Feindlicher Angriff
Ich sehe schon die Schlagzeile: "Unkraut unter dem Weizen." Aber ist das etwas Besonderes, Auffälliges? Schließlich gibt es doch in jedem Feld Unkraut, an jedem Feldrain wuchert es - sogar leuchtend und schön. Was heißt hier "Unkraut"? Ist es Mohn, ist es Schafgarbe? Jesus erzählt von einem Feind, der ein Unkraut aussät, das dem jungen Weizen täuschend ähnlich sieht, kaum zu unterscheiden. Das ganze Feld sieht gleich aus und ist doch versaut. Wer könnte jetzt jäten? Wer wäre schon in der Lage, die guten und die schlechten Halme zu trennen, dabei keinen Fehler zu machen, die Geduld auch nicht zu verlieren? Rhetorische Fragen... Ich muss die Schlagzeile wohl neu formulieren: "Feld konterminiert". Der Feind hat ganze Arbeit geleistet. Bei Nacht und Nebel, wie wir sagen. Unentdeckt. Erfolgreich. Bemerkt ist es schon zu spät. Pech gehabt? Schlagzeilen stehen über Nachrichten, das Unheil bannen sie nicht.
Böse Saat
Wir könnten jetzt - natürlich - über unsere Kontrollen reden, über Zertifizierungen, Laboruntersuchungen und Prüfplaketten. Über unsere Skandale auch. Aber wir sind nicht gut beraten, uns auf dieser Ebene in Sicherheit zu bringen - oder zu wiegen. Wir müssen über den Feind reden - und über seine Saat. Über böse Saat!

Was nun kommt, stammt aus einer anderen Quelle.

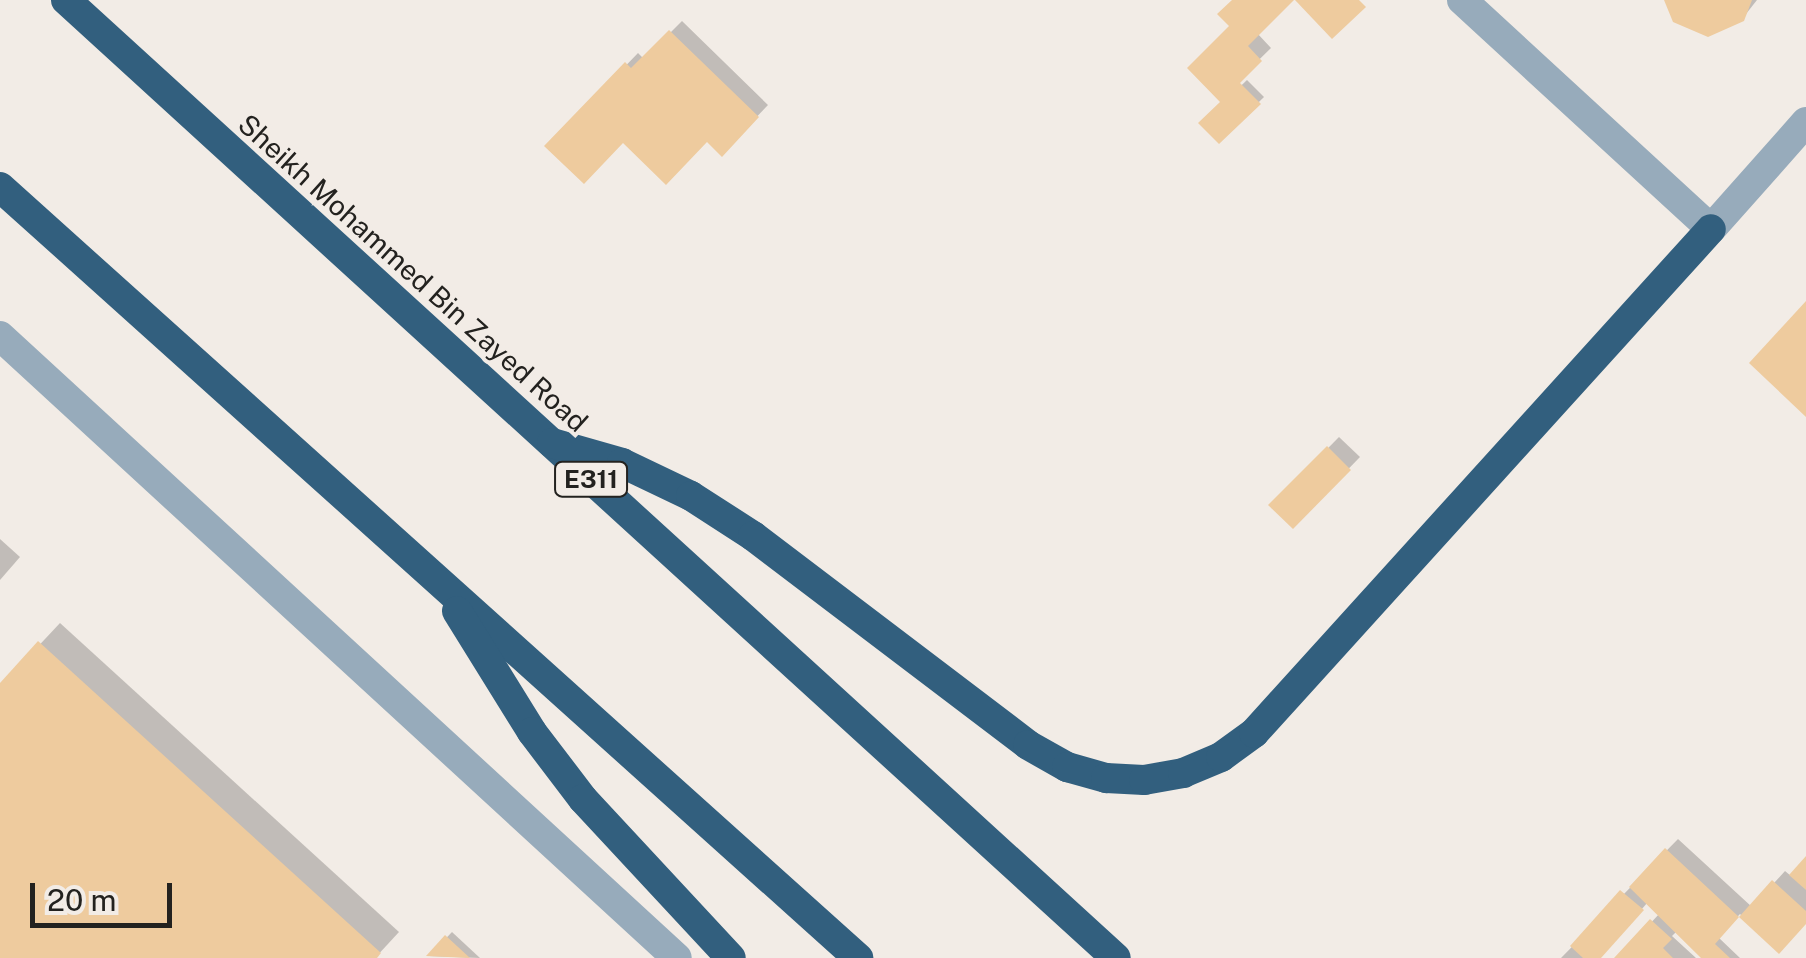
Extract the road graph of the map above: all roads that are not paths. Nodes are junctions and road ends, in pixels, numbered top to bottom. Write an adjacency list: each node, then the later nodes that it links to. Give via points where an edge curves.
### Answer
1 (66, 0): 7 (highway, Sheikh Mohammed Bin Zayed Road / E311)
2 (1462, 0): 5 (street)
3 (1806, 122): 5 (street)
4 (0, 187): 8 (highway)
5 (1711, 229): 7 (highway, via 1254,733 1221,757 1157,778 1106,778 1067,767 691,496 622,463)
6 (0, 336): 9 (street)
7 (552, 443): 12 (highway, Sheikh Mohammed Bin Zayed Road / E311)
8 (443, 587): 10 (highway, via 522,718 584,800); 11 (highway)
9 (677, 958)
10 (731, 958)
11 (858, 958)
12 (1116, 958)

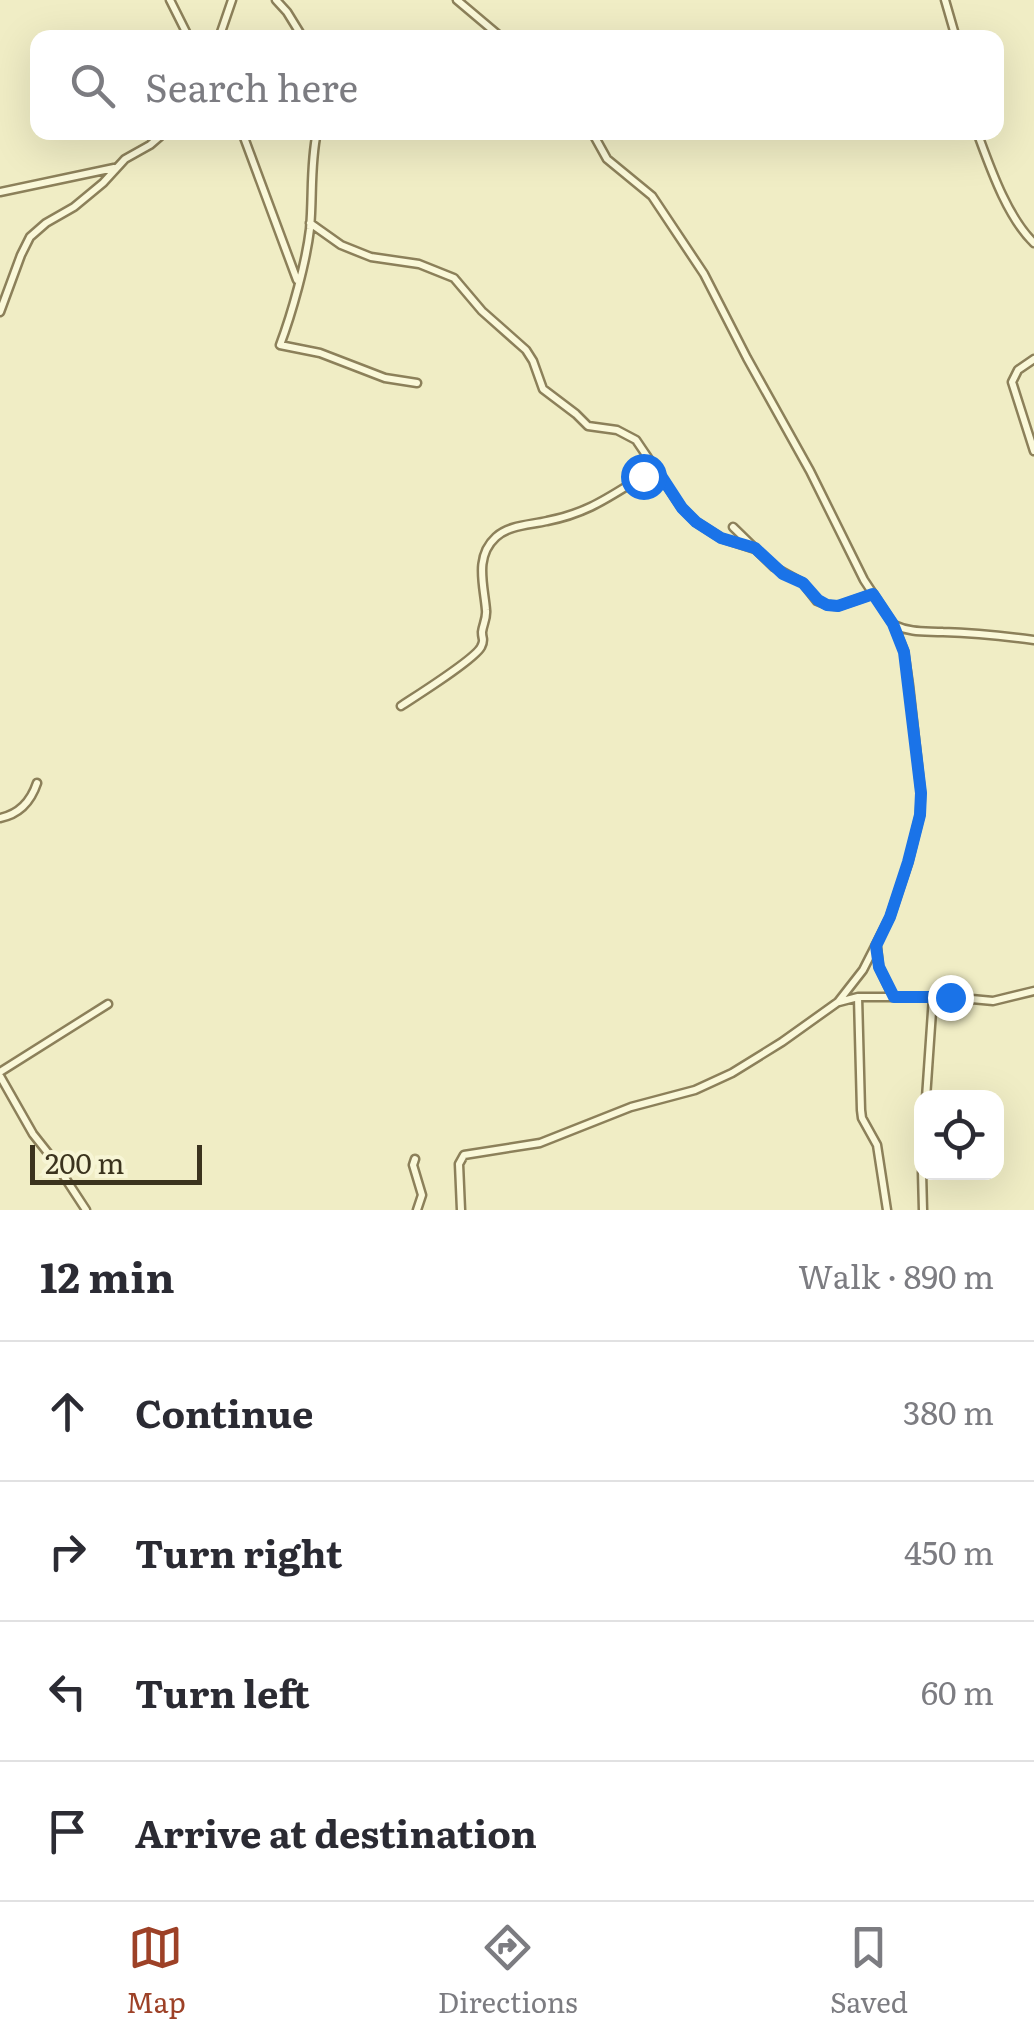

Eine böse Saat sehen wir im Nahen Osten aufgehen. Hass wird immer wieder neu - und immer wieder neu begründet - ausgesät. Hass ist unerbittlich. Hass vergisst nicht. Er taucht wohlgesetzt in Regierungserklärungen, Zeitungsmeldungen und Nachrichtensendungen auf - in Israel, im Gazastreifen, in Palästina. Die Vorgeschichten sind lang. Sie sind längst zu Leidensgeschichten geworden. Ganze Generationen sind gezeichnet, gar vergiftet. Wie sich Parolen und Rache doch gleichen... Aber die Spiralen lassen keinen Ausweg. Der Hass gebiert immer nur neuen Hass, Unrecht nur Unrecht, Angst nur Angst. Wer ist hier Feind? Von wem? Nicht einmal das lässt sich sagen. Sind alle Feind - nur Feind? Aber der Hass, der heute gesät wird, geht auch morgen noch auf. Er liefert immer neue Gründe, neue Rechtfertigungen, neue Abhängigkeiten.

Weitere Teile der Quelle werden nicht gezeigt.